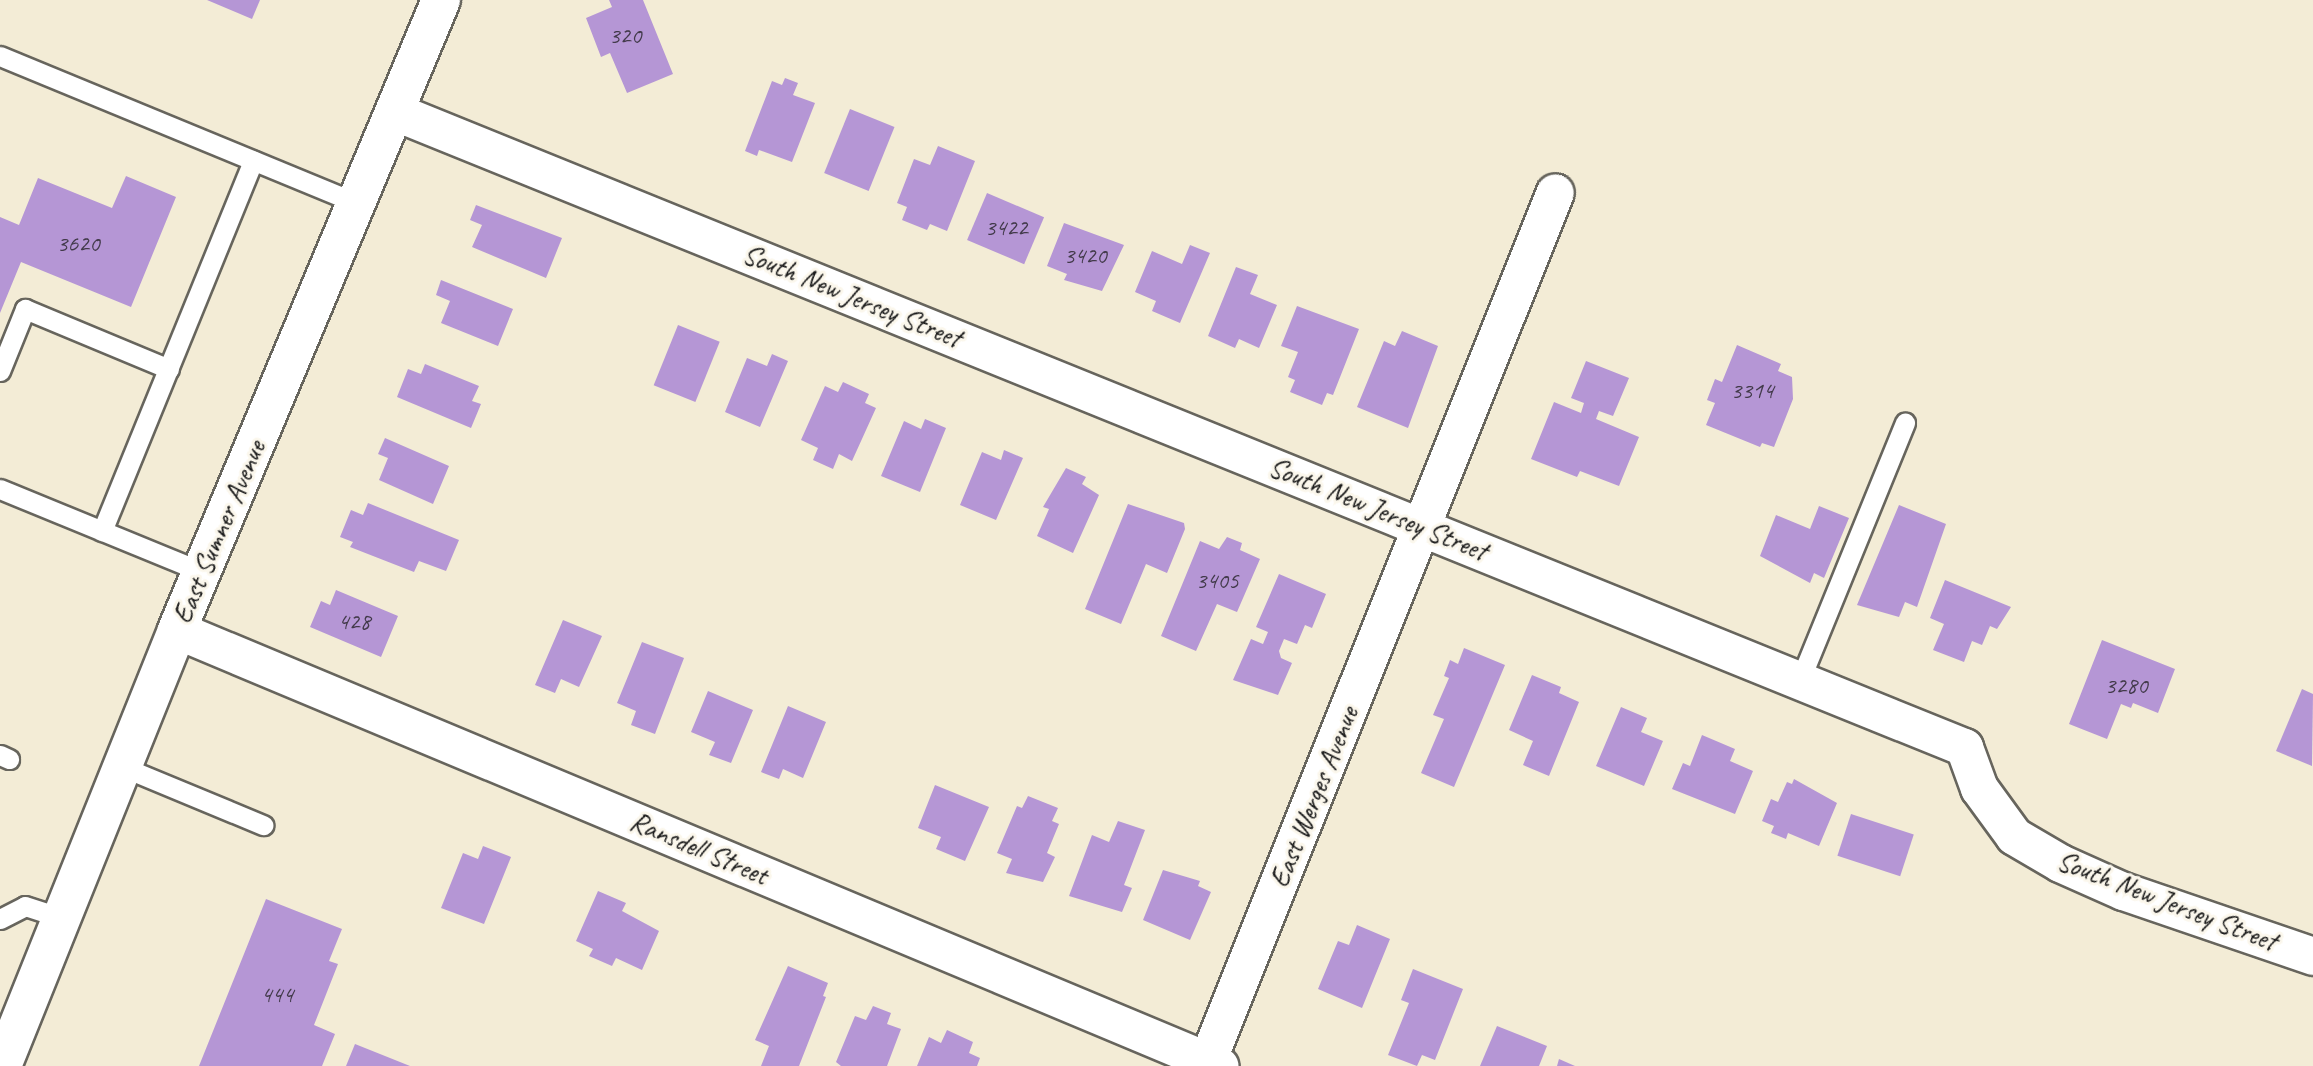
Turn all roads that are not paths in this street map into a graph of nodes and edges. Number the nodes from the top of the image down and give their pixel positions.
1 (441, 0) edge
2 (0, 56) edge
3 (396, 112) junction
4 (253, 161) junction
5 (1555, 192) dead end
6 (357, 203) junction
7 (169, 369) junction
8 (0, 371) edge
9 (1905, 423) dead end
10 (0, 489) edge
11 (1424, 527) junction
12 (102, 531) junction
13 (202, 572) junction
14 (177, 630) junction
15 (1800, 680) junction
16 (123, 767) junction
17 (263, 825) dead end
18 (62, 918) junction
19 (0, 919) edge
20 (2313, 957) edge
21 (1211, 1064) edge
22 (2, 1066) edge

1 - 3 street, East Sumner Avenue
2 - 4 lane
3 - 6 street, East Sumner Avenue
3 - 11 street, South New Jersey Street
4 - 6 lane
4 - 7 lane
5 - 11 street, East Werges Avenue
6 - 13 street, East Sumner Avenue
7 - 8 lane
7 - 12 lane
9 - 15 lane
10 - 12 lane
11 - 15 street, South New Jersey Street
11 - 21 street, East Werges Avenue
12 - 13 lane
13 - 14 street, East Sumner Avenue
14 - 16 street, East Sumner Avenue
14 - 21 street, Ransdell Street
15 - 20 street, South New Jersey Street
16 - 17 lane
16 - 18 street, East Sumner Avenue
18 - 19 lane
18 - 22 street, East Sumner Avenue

******************************

Which lines of the data include "Jersey"? Copy each of them.

3 - 11 street, South New Jersey Street
11 - 15 street, South New Jersey Street
15 - 20 street, South New Jersey Street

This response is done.